RNA was extracted using TRIzolTM (Invitrogen) in accordance with the manufacturer’s protocol, quantified on a Nanodrop ND-100 spectrophotometer, and quality assessed by means of analysis on an Agilent 2200 TapeStation (Agilent Tehnologies, Palo Alto, CA). Fragmented biotin-labelled cDNA was synthesised using the GeneChip WT Pico kit (Affymetrix, Santa Clara, CA). Affymetrix gene chips (Human Transcriptome Array 2.0, Affymetrix, Santa Clara, CA) were hybridised with fragmented and biotin-labelled cDNA. The chips were scanned by an Affymetrix Gene Chip Scanner 3000 using Command Console Software. The experiment was quality controlled using Expression Console Software v 1.4.1.

Microarray data processing

The expression data obtained from the Affymetrix probe-sets (70,523) were processed using Expression Console software (Affymetrix, www.affymetrix.com) with the default parameters. The data are available at GEO, Accession No. GSE109048

Statistical analysis

The expression levels of the 10% most variably expressed genes42 were collected into a 38 × 6,754 matrix whose rows corresponded to the individual samples and columns corresponded to the selected genes, plus a column for individual STEMI-HD status. Simple logistic regression models43 were used to test each of the 6,753 expression variables for any association with the STEMI vs HD indicator. There were 51 gene expression variables with a p-value of <0.05 (Supplemental Table 4) and five with a p-value of <0.01. The later were considered for the subsequent stage of analysis, in which they acted as explanatory variables in a multiple logistic regression model for the log-odds ratio of the risk of STEMI vs HD. The model was internally validated by means of bootstrap resampling44,45. We then ran 30,000 iterations of a bootstrap procedure, each iteration involving resampling with the replacement of the rows of the original data matrix in such a way as to preserve the original matched structure, and analysed the simulated dataset using the same procedure as that applied to the original dataset.
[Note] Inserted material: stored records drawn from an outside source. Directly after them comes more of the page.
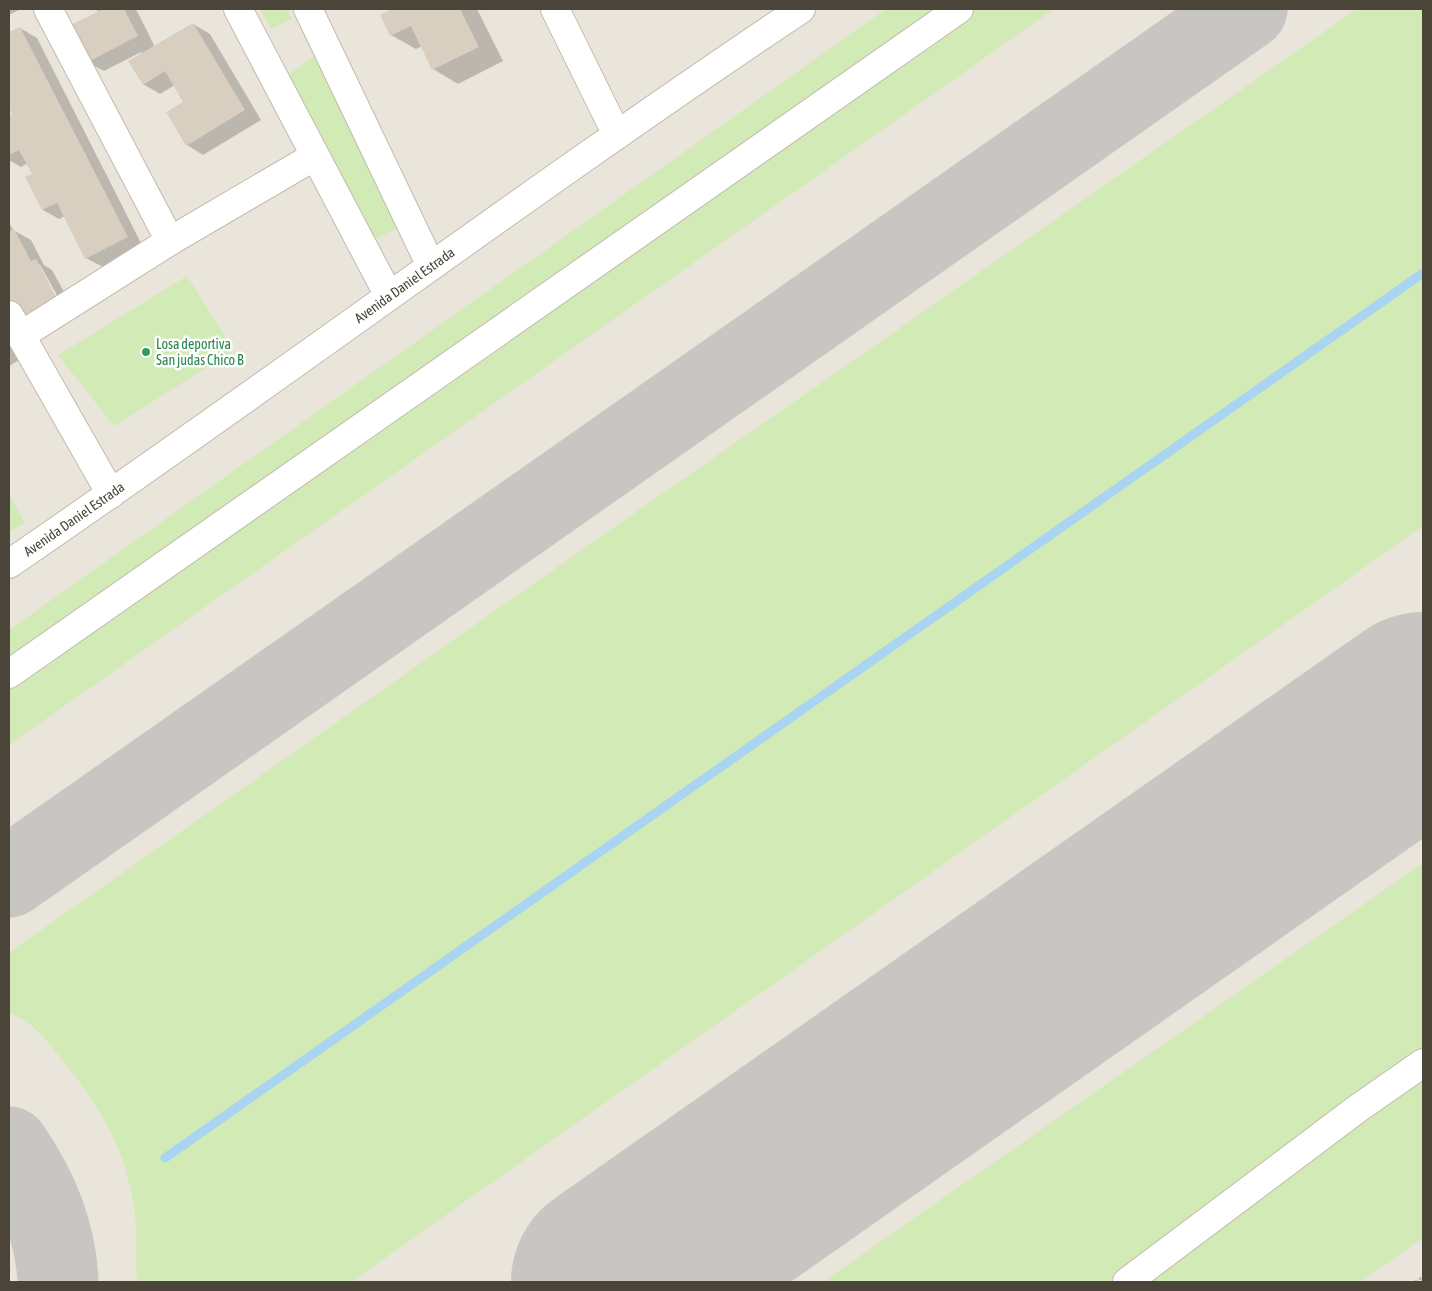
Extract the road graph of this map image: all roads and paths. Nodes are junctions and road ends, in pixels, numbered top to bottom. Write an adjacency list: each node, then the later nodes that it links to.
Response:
1 (48, 9): 9 (street)
2 (238, 9): 8 (street)
3 (308, 9): 10 (street)
4 (555, 9): 7 (street)
5 (959, 9): 15 (street)
6 (790, 12): 7 (street, Avenida Daniel Estrada)
7 (617, 136): 10 (street, Avenida Daniel Estrada)
8 (315, 156): 9 (street); 11 (street)
9 (170, 241): 12 (street)
10 (431, 266): 11 (street, Avenida Daniel Estrada)
11 (389, 296): 13 (street, Avenida Daniel Estrada)
12 (15, 325): 13 (street)
13 (111, 494): 14 (street, Avenida Daniel Estrada)
14 (9, 564)
15 (9, 674)
16 (1423, 1063): 18 (street)
17 (1423, 1277): 19 (path)
18 (1127, 1282)
19 (1415, 1282)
The 30,000 bootstrapped Area Under curve (AUC) statistics were used to calculate an empirical mean value and 95% confidence interval for the “true” AUC value. Finally, our logistic predictor of the risk of STEMI vs HD was assessed in terms of its ability to discriminate STEMI from SCAD as an external validation of the model. This involved the use of data from further patients with SCAD – the phenotypically closest condition to STEMI with documented coronary atherosclerosis but without thrombosis (Fig. 1, panel b). In this analysis, the logistic predictor was used with the gene-specific coefficients fixed at the values estimated on the basis of the STEMI vs HD analysis. The analyses were made using custom R-scripts and R-3.3.246.
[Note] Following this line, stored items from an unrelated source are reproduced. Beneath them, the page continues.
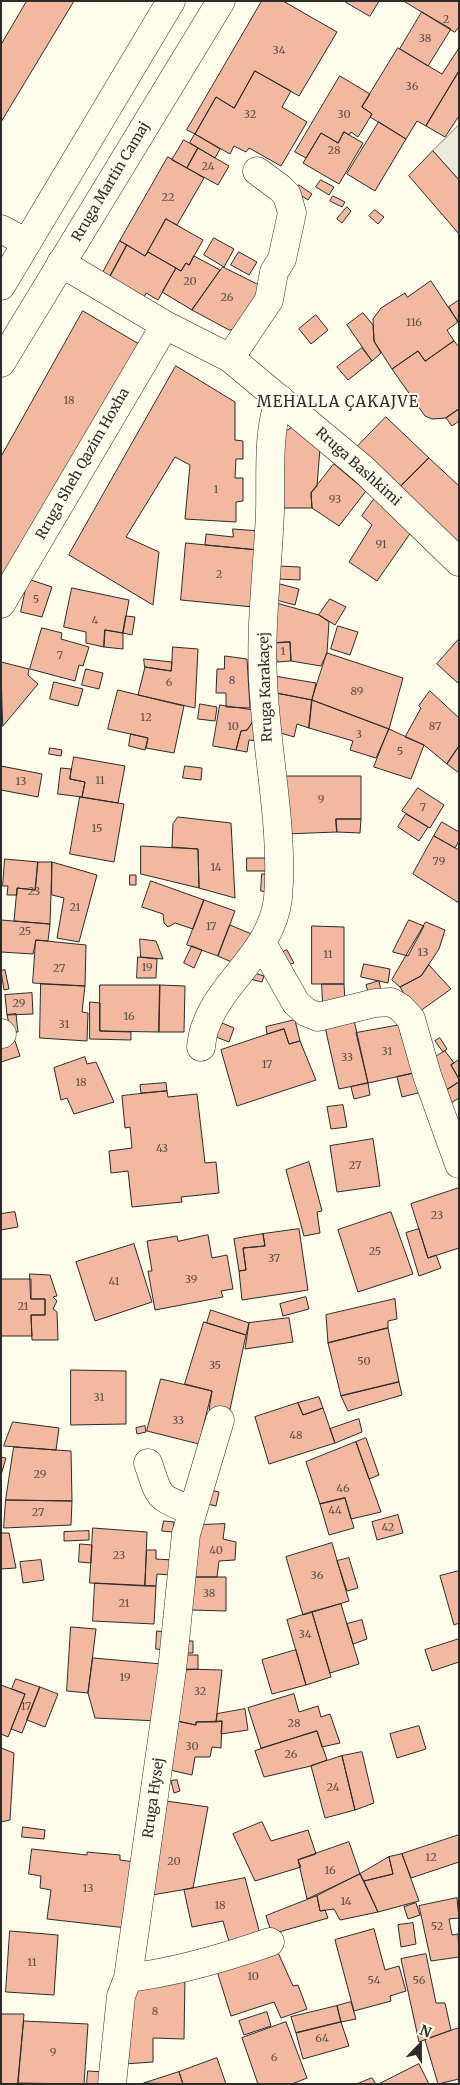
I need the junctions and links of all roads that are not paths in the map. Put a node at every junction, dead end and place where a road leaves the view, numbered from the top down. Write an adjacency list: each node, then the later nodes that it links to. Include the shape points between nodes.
1 (171, 1): 5 (street)
2 (221, 1): 6 (street, Rruga Martin Camaj)
3 (257, 171): 9 (street, via 287,195 292,213 269,300)
4 (1, 229): 5 (street)
5 (27, 243): 7 (street)
6 (61, 263): 8 (street, Rruga Bashkimi); 10 (street, Rruga Martin Camaj)
7 (1, 286)
8 (165, 325): 9 (street, Rruga Bashkimi); 13 (street, Rruga Sheh Qazim Hoxha)
9 (230, 358): 11 (street, Rruga Bashkimi)
10 (1, 363)
11 (280, 399): 12 (street, Rruga Bashkimi, via 363,469); 14 (street, Rruga Karakaçej, via 273,423 262,644 279,882 277,901)
12 (459, 562)
13 (1, 604)
14 (262, 943): 15 (street, Rruga Karakaçej, via 206,1024); 16 (street, via 296,1002 306,1012 318,1017 391,1002 411,1019)
15 (200, 1046)
16 (459, 1164)
17 (220, 1420): 19 (street, Rruga Hysej)
18 (148, 1463): 19 (street, via 159,1494 166,1501)
19 (192, 1511): 21 (street, Rruga Hysej, via 186,1534 172,1670)
20 (270, 1942): 21 (street, via 196,1964)
21 (128, 1978): 22 (street, Rruga Hysej, via 121,1996)
22 (112, 2084)

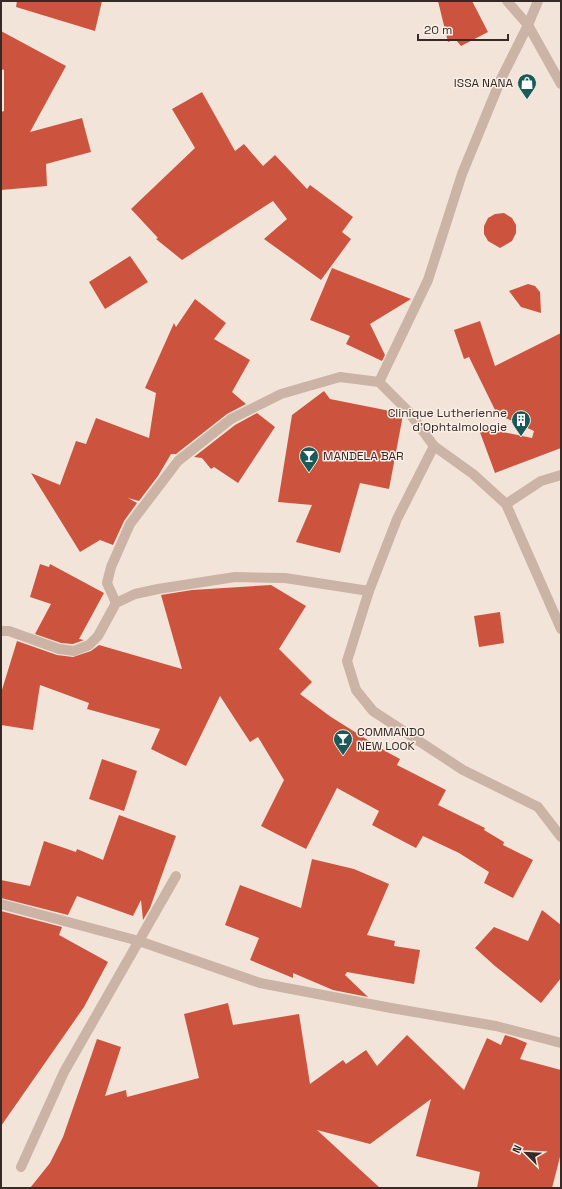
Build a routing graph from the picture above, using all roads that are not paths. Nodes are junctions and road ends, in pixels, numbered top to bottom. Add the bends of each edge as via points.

Reticulated platelet analysis

Aliquots of whole blood were stained with thiazole orange (TO) and analysed by means of flow cytometry in order to identify reticulated platelets47,48,49, as previously described40 (Supplemental Fig. 4).
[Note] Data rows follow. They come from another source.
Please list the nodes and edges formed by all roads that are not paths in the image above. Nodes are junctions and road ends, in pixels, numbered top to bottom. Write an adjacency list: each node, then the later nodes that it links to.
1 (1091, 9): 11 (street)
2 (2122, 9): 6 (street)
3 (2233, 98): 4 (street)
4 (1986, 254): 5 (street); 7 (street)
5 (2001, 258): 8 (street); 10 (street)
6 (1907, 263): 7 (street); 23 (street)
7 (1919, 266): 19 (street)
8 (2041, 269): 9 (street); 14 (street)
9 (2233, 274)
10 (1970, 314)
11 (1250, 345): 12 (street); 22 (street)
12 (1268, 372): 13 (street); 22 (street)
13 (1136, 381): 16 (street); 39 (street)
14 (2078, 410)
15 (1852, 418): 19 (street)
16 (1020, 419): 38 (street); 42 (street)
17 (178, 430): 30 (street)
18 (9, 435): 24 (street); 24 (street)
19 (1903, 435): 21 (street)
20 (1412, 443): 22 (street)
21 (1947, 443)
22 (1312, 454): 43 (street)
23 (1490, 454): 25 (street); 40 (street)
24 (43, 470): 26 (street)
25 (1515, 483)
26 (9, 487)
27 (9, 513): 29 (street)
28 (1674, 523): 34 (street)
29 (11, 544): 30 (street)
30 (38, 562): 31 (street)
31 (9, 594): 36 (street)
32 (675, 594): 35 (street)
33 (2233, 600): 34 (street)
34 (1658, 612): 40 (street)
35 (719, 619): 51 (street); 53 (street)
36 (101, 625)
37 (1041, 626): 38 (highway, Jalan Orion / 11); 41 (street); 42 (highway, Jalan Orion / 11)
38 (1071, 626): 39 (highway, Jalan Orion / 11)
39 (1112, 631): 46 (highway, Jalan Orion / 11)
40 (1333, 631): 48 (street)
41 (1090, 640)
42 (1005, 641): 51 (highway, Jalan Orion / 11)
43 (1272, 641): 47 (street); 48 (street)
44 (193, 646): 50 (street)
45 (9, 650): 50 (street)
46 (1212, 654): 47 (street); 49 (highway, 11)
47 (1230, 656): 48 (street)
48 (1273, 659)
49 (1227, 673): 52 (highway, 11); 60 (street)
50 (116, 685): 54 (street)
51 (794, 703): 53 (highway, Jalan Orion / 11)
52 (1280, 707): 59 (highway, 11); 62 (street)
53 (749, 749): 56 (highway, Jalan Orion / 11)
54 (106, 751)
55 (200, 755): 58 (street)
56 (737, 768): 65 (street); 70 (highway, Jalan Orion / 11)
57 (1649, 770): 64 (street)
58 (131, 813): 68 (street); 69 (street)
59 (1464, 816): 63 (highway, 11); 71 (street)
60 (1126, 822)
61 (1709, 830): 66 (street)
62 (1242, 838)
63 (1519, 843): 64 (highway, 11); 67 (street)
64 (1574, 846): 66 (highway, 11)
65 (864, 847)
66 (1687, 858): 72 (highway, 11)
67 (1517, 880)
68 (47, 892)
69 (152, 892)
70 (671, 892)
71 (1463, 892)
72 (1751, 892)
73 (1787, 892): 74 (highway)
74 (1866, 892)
For detailed methods see “Supplemental Material”.

Ethical approval and informed consent statement

The authors stated that this study was performed according to the Declaration of Helsinki, all experimental protocols were approved by the Ethical Committee of Parma University Hospital. The authors confirmed that informed consent was obtained from all participants.